A visual guide to revolutionary strategy: how a tiny committed cadre can exploit crises, build power, maintain discipline, and overcome seemingly impossible odds — drawn from Lenin, Mao, Castro, the Irish nationalists, and the dynamics of social movements.
No specific route to victory can be planned in advance. The movement must wait for opportunities — but it must be ready when they arrive. Preparation rests on three pillars.
Build a strong, cohesive organization of absolutely committed individuals. Quality over quantity. A small cadre of high-quality personnel outperforms a much larger mediocre organization.
Win respect for vigor and effectiveness. Earn a reputation as the purest and most uncompromising revolutionary movement. Feared and hated is fine — as long as you're respected.
Help erode faith in the technological system. The system's own failures do most of the work. The movement's job is to call attention to those failures and make the system look weak and vulnerable.
Revolutions are almost never planned out in advance. They are carried out by trial-and-error and by grasping unforeseen opportunities. The movement must never be locked into a rigid plan.
In January 1917, Lenin did not believe revolution would be possible in Russia during his own lifetime. Less than a year later, the Bolsheviks ruled one-sixth of the world's land surface.

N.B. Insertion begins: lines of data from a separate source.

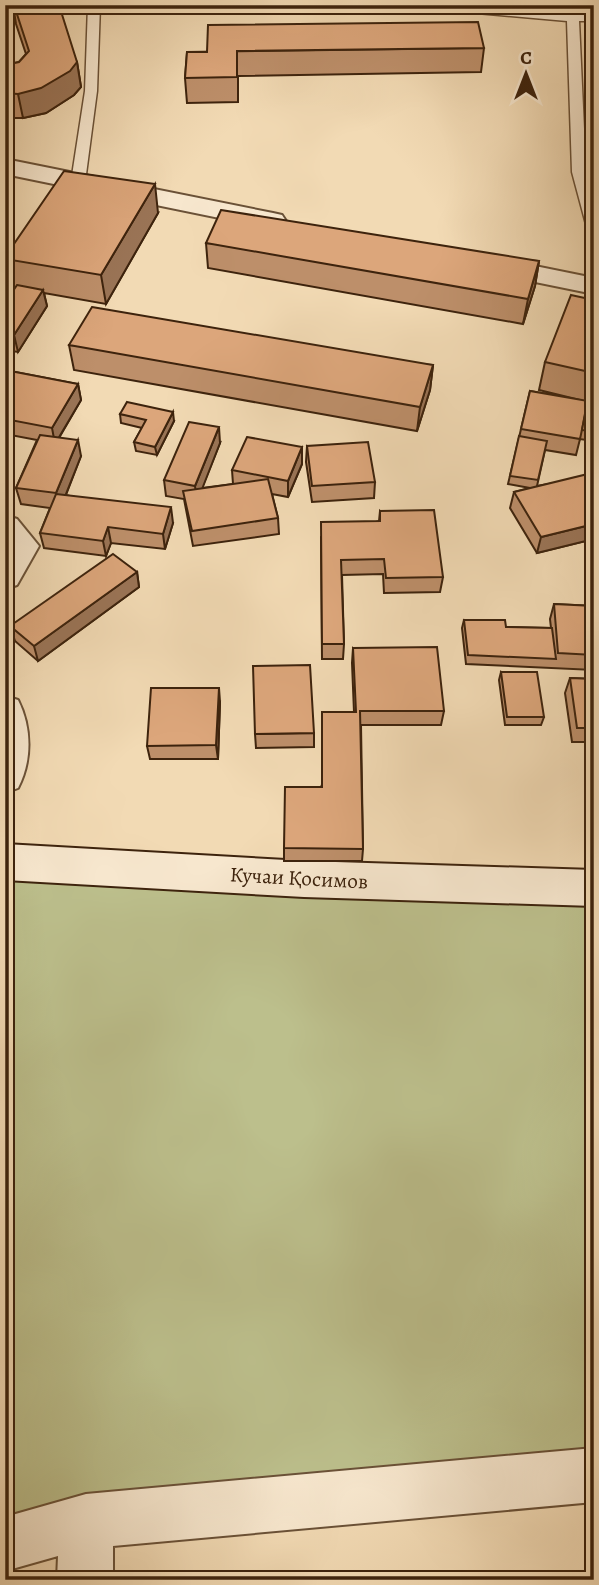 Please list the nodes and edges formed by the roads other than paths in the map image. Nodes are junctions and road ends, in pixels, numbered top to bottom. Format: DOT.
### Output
graph roads {
  1 [pos="94,5"];
  2 [pos="432,5"];
  3 [pos="594,17"];
  4 [pos="573,18"];
  5 [pos="5,166"];
  6 [pos="587,171"];
  7 [pos="78,182"];
  8 [pos="295,226"];
  9 [pos="594,228"];
  10 [pos="457,258"];
  11 [pos="594,286"];
  12 [pos="5,527"];
  13 [pos="5,576"];
  14 [pos="5,711"];
  15 [pos="5,777"];
  16 [pos="5,862"];
  17 [pos="594,888"];
  18 [pos="594,1475"];
  19 [pos="86,1521"];
  20 [pos="5,1544"];
  21 [pos="85,1580"];
  1 -- 7 [label="lane"];
  2 -- 4 [label="lane"];
  3 -- 4 [label="lane"];
  4 -- 6 [label="lane"];
  5 -- 7 [label="street"];
  6 -- 9 [label="lane"];
  7 -- 8 [label="street"];
  10 -- 11 [label="street"];
  12 -- 13 [label="street"];
  14 -- 15 [label="street"];
  16 -- 17 [label="street, Кучаи Қосимов"];
  18 -- 19 [label="street"];
  19 -- 20 [label="street"];
  19 -- 21 [label="street"];
}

He succeeded only because he had the acumen to recognize and exploit an unexpected opportunity — the spontaneous insurrection of February 1917.
The objection that 90% of people would vote against the collapse of the system is based on a fundamental misunderstanding of how social change actually works.
The assumption that the number of people favoring one side determines the outcome of social struggles — as it determines the outcome of elections.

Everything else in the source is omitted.